FOOD FOR THOUGHT: Vinalhaven retreat. |
“PASS•PORT: identity in the information age” was the theme of this year’s DesignInquiry, an annual design workshop co-directed by Maine College of Art professor Margo Halverson, together with designer Melle Hammer and design critic Peter Hall.
As DesignInquiry has become more established, it has also become less institutional, embracing hands-on practice, kinship, risk, conviviality, and genuine dialogue, and ignoring the glossier versions of success.
This year twenty-five designers, artists, actors, publishers, critics, cooks, educators, and others gathered together at the Poor Farm on Vinalhaven for a week of cohabitation and collaboration, working, presenting, discussing, inventing a framework for investigating one corner of “the aesthetics and ethics of graphic design,” this year through the optic of “identity.”
The Portland Phoenix caught up with Halverson to find out more about this year’s results.
It seems from the schedule you posted in advance that cooking was imagined to be a central part of the experience; how did the cooking and eating play into the work that you did together?
They were a seamless part of things.

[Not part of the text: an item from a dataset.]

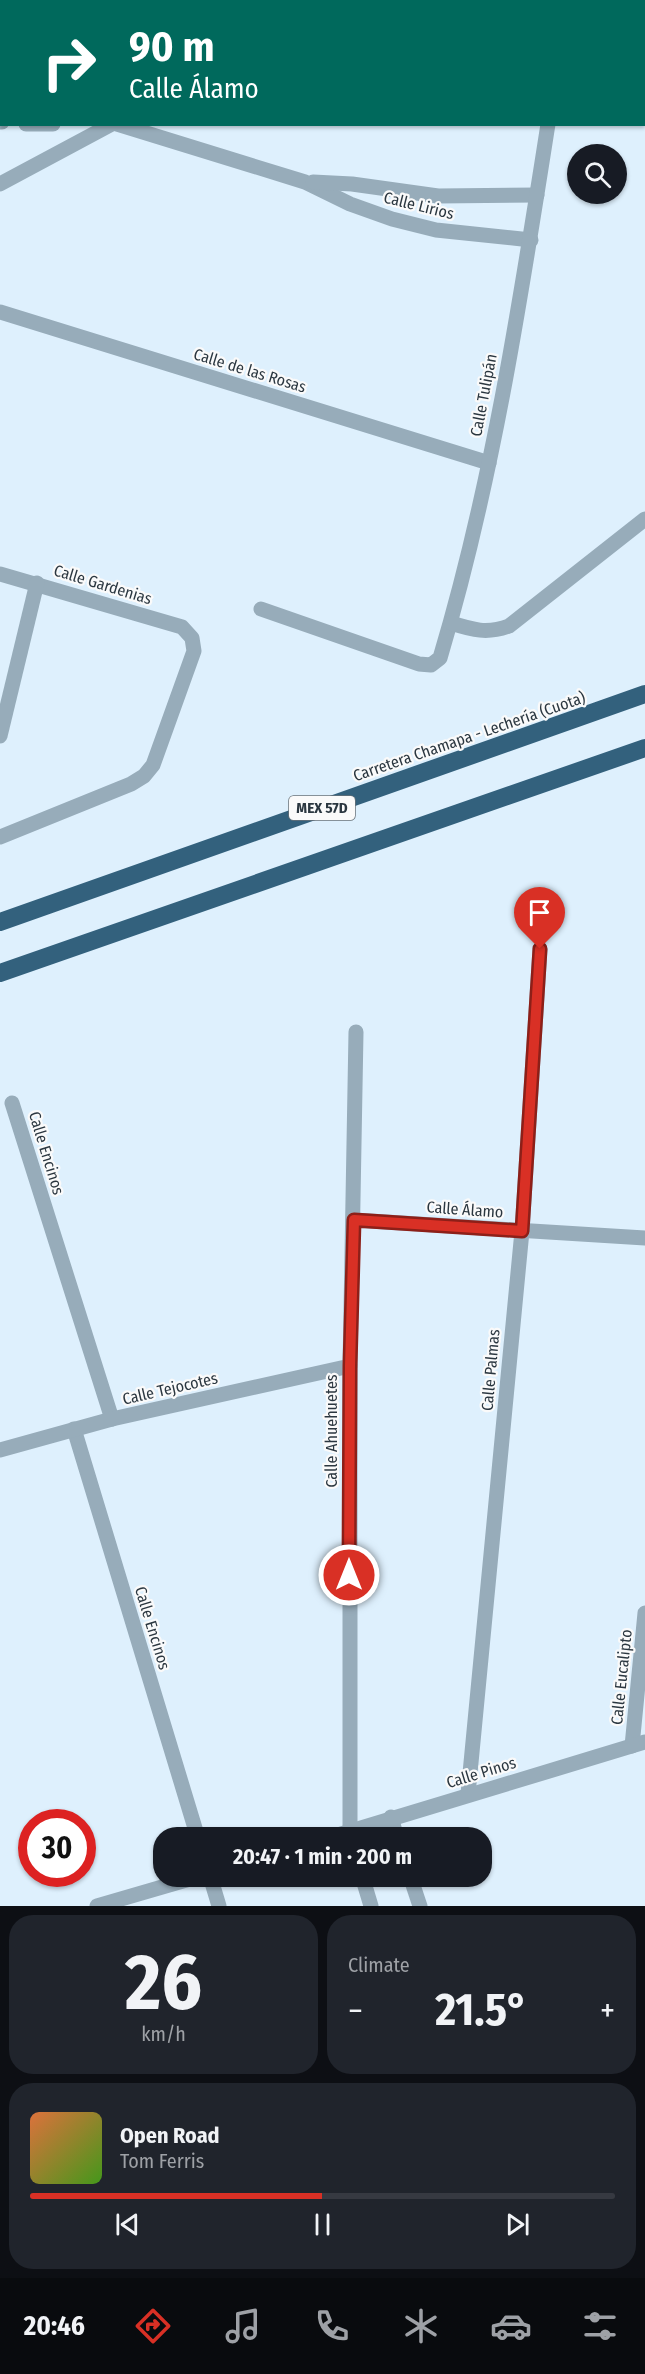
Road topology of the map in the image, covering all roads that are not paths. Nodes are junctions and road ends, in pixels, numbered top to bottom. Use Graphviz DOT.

We always focused on the task at hand, learning what each of the participants had to bring to the topic, and that spurred conversations, collaborations, “what-ifs” over cooking, eating, and cleaning up at the Poor Farm on Vinalhaven, our base. There were no distractions. We even ate lunch in, got to know each other, with the Maine landscape and expanse right out the door. We took turns cooking and making a daily run for groceries.

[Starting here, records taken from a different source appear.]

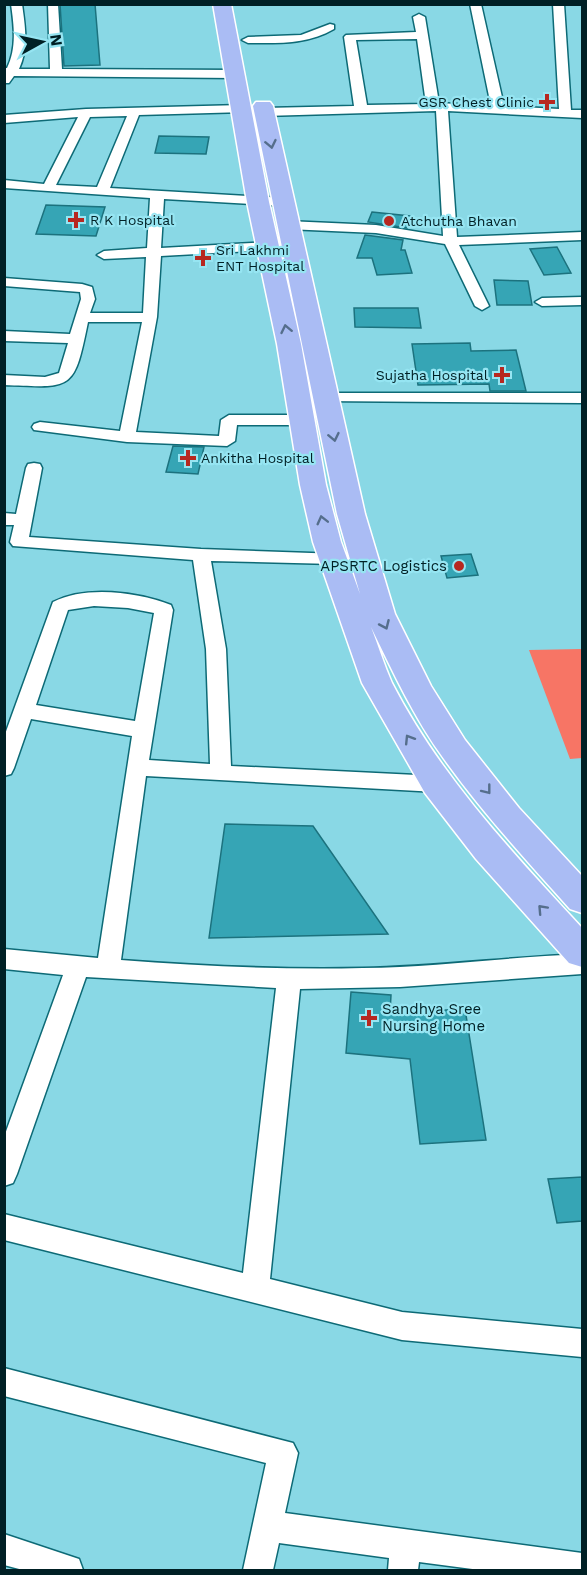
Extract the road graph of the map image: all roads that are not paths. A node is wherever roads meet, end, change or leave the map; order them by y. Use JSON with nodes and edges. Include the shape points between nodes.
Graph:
{"nodes":[{"id":1,"x":16,"y":4,"type":"edge"},
{"id":2,"x":53,"y":4,"type":"edge"},
{"id":3,"x":222,"y":4,"type":"edge"},
{"id":4,"x":241,"y":4,"type":"edge"},
{"id":5,"x":475,"y":4,"type":"edge"},
{"id":6,"x":558,"y":4,"type":"edge"},
{"id":7,"x":419,"y":17,"type":"dead end"},
{"id":8,"x":330,"y":27,"type":"dead end"},
{"id":9,"x":422,"y":35,"type":"junction"},
{"id":10,"x":248,"y":40,"type":"junction"},
{"id":11,"x":56,"y":73,"type":"junction"},
{"id":12,"x":235,"y":74,"type":"junction"},
{"id":13,"x":7,"y":75,"type":"edge"},
{"id":14,"x":438,"y":107,"type":"junction"},
{"id":15,"x":498,"y":108,"type":"junction"},
{"id":16,"x":253,"y":110,"type":"junction"},
{"id":17,"x":361,"y":110,"type":"junction"},
{"id":18,"x":135,"y":111,"type":"junction"},
{"id":19,"x":565,"y":112,"type":"junction"},
{"id":20,"x":86,"y":113,"type":"junction"},
{"id":21,"x":582,"y":114,"type":"edge"},
{"id":22,"x":4,"y":119,"type":"edge"},
{"id":23,"x":4,"y":184,"type":"edge"},
{"id":24,"x":48,"y":188,"type":"junction"},
{"id":25,"x":102,"y":192,"type":"junction"},
{"id":26,"x":157,"y":196,"type":"junction"},
{"id":27,"x":277,"y":210,"type":"junction"},
{"id":28,"x":582,"y":236,"type":"edge"},
{"id":29,"x":450,"y":241,"type":"junction"},
{"id":30,"x":268,"y":246,"type":"junction"},
{"id":31,"x":154,"y":253,"type":"junction"},
{"id":32,"x":104,"y":255,"type":"dead end"},
{"id":33,"x":4,"y":282,"type":"edge"},
{"id":34,"x":582,"y":301,"type":"edge"},
{"id":35,"x":542,"y":302,"type":"dead end"},
{"id":36,"x":482,"y":306,"type":"dead end"},
{"id":37,"x":150,"y":316,"type":"junction"},
{"id":38,"x":81,"y":318,"type":"junction"},
{"id":39,"x":4,"y":336,"type":"edge"},
{"id":40,"x":76,"y":339,"type":"junction"},
{"id":41,"x":4,"y":380,"type":"edge"},
{"id":42,"x":326,"y":398,"type":"junction"},
{"id":43,"x":582,"y":398,"type":"edge"},
{"id":44,"x":302,"y":420,"type":"junction"},
{"id":45,"x":40,"y":427,"type":"dead end"},
{"id":46,"x":127,"y":437,"type":"junction"},
{"id":47,"x":34,"y":468,"type":"dead end"},
{"id":48,"x":14,"y":519,"type":"edge"},
{"id":49,"x":12,"y":543,"type":"edge"},
{"id":50,"x":201,"y":555,"type":"junction"},
{"id":51,"x":334,"y":558,"type":"junction"},
{"id":52,"x":24,"y":710,"type":"junction"},
{"id":53,"x":143,"y":730,"type":"junction"},
{"id":54,"x":137,"y":767,"type":"junction"},
{"id":55,"x":4,"y":768,"type":"edge"},
{"id":56,"x":221,"y":773,"type":"junction"},
{"id":57,"x":437,"y":784,"type":"junction"},
{"id":58,"x":582,"y":899,"type":"edge"},
{"id":59,"x":582,"y":952,"type":"edge"},
{"id":60,"x":4,"y":959,"type":"edge"},
{"id":61,"x":582,"y":964,"type":"edge"},
{"id":62,"x":78,"y":966,"type":"junction"},
{"id":63,"x":108,"y":969,"type":"junction"},
{"id":64,"x":289,"y":978,"type":"junction"},
{"id":65,"x":4,"y":1174,"type":"edge"},
{"id":66,"x":4,"y":1227,"type":"edge"},
{"id":67,"x":255,"y":1290,"type":"junction"},
{"id":68,"x":582,"y":1343,"type":"edge"},
{"id":69,"x":4,"y":1382,"type":"edge"},
{"id":70,"x":266,"y":1526,"type":"junction"},
{"id":71,"x":4,"y":1549,"type":"edge"},
{"id":72,"x":404,"y":1558,"type":"edge"},
{"id":73,"x":582,"y":1569,"type":"edge"},
{"id":74,"x":68,"y":1570,"type":"edge"},
{"id":75,"x":258,"y":1570,"type":"edge"}],
"edges":[{"from":1,"to":13,"type":"street","via":[[20,51]]},
{"from":2,"to":11,"type":"street"},
{"from":3,"to":12,"type":"main road"},
{"from":4,"to":10,"type":"main road"},
{"from":5,"to":15,"type":"street"},
{"from":6,"to":19,"type":"street"},
{"from":7,"to":9,"type":"street"},
{"from":8,"to":10,"type":"street","via":[[319,35],[303,38]]},
{"from":9,"to":14,"type":"street"},
{"from":9,"to":17,"type":"street","via":[[350,37]]},
{"from":10,"to":16,"type":"main road"},
{"from":11,"to":12,"type":"street"},
{"from":11,"to":13,"type":"street"},
{"from":12,"to":16,"type":"main road"},
{"from":14,"to":15,"type":"street"},
{"from":14,"to":17,"type":"street"},
{"from":14,"to":29,"type":"street"},
{"from":15,"to":19,"type":"street"},
{"from":16,"to":17,"type":"street"},
{"from":16,"to":18,"type":"street"},
{"from":16,"to":27,"type":"main road"},
{"from":18,"to":20,"type":"street"},
{"from":18,"to":25,"type":"street"},
{"from":19,"to":21,"type":"street"},
{"from":20,"to":22,"type":"street"},
{"from":20,"to":24,"type":"street"},
{"from":23,"to":24,"type":"street"},
{"from":24,"to":25,"type":"street"},
{"from":25,"to":26,"type":"street"},
{"from":26,"to":27,"type":"street"},
{"from":26,"to":31,"type":"street"},
{"from":27,"to":29,"type":"street"},
{"from":27,"to":30,"type":"main road"},
{"from":27,"to":42,"type":"main road"},
{"from":28,"to":29,"type":"street"},
{"from":29,"to":36,"type":"street"},
{"from":30,"to":31,"type":"street"},
{"from":44,"to":30,"type":"main road","one_way":true},
{"from":31,"to":32,"type":"street"},
{"from":31,"to":37,"type":"street"},
{"from":33,"to":38,"type":"street","via":[[82,288],[89,294]]},
{"from":34,"to":35,"type":"street"},
{"from":37,"to":38,"type":"street"},
{"from":37,"to":46,"type":"street"},
{"from":38,"to":40,"type":"street"},
{"from":39,"to":40,"type":"street"},
{"from":40,"to":41,"type":"street","via":[[66,377],[55,382]]},
{"from":42,"to":43,"type":"street"},
{"from":42,"to":58,"type":"main road","one_way":true,"via":[[366,570],[399,657],[454,749],[507,817]]},
{"from":44,"to":46,"type":"street","via":[[230,420],[227,441]]},
{"from":51,"to":44,"type":"main road","one_way":true,"via":[[313,485]]},
{"from":45,"to":46,"type":"street"},
{"from":47,"to":48,"type":"street"},
{"from":48,"to":49,"type":"street"},
{"from":49,"to":50,"type":"street"},
{"from":50,"to":51,"type":"street"},
{"from":50,"to":56,"type":"street","via":[[216,649]]},
{"from":57,"to":51,"type":"main road","one_way":true,"via":[[377,683]]},
{"from":52,"to":53,"type":"street"},
{"from":52,"to":53,"type":"street","via":[[63,602],[155,606],[164,614]]},
{"from":52,"to":55,"type":"street"},
{"from":53,"to":54,"type":"street"},
{"from":54,"to":56,"type":"street"},
{"from":54,"to":63,"type":"street"},
{"from":56,"to":57,"type":"street"},
{"from":59,"to":57,"type":"main road","one_way":true,"via":[[488,849]]},
{"from":60,"to":62,"type":"street"},
{"from":61,"to":64,"type":"street","via":[[399,977]]},
{"from":62,"to":63,"type":"street"},
{"from":62,"to":65,"type":"street"},
{"from":63,"to":64,"type":"street"},
{"from":64,"to":67,"type":"street"},
{"from":66,"to":67,"type":"street"},
{"from":67,"to":68,"type":"street","via":[[402,1326]]},
{"from":69,"to":70,"type":"street","via":[[283,1453]]},
{"from":70,"to":72,"type":"street"},
{"from":70,"to":75,"type":"street"},
{"from":71,"to":74,"type":"street"},
{"from":72,"to":73,"type":"street"}]}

What were the outcomes of the design collaborations you worked through together?
We experienced perspectives from others who introduced their work from the places of graphic design, architecture, industrial design, photography, and interior design. This year we had participants from four countries and ten states. We presented ideas we brought to the gathering, conducted workshops that acted as catalysts to further the questions at hand. There were many of these: “space and security: constructing identity,” “information age identity disruption,” “interactive narrative and identity,” “histories of identity in graphic design,” and many others. In between presentations, lectures, workshops, films, we organized new thoughts for an "after-publication," a document of the various work we brought, and what was spurred there.
How does one (or do many) “organize” an event like this one?
We’re working to displace the symposium/conference model where you show up to be “filled,” in favor of a structure in which everyone participates in both the giving and the getting. The focus has been to identify a timely and important topic in design, then to get the word out (this year, almost exclusively through word of mouth, and by means of participants’ connection to the topic) to gather participants from in, around, and outside the field of design. Then Melle and Peter and I work hard to avoid controlling what happens during the week; we simply meet daily with the previous twenty-four hours in hand to pull out what would be next that could move the topic into another corner. We plan the first evening and morning, then decide from there, give it a little shape, but in response to what is happening already from what’s on the table.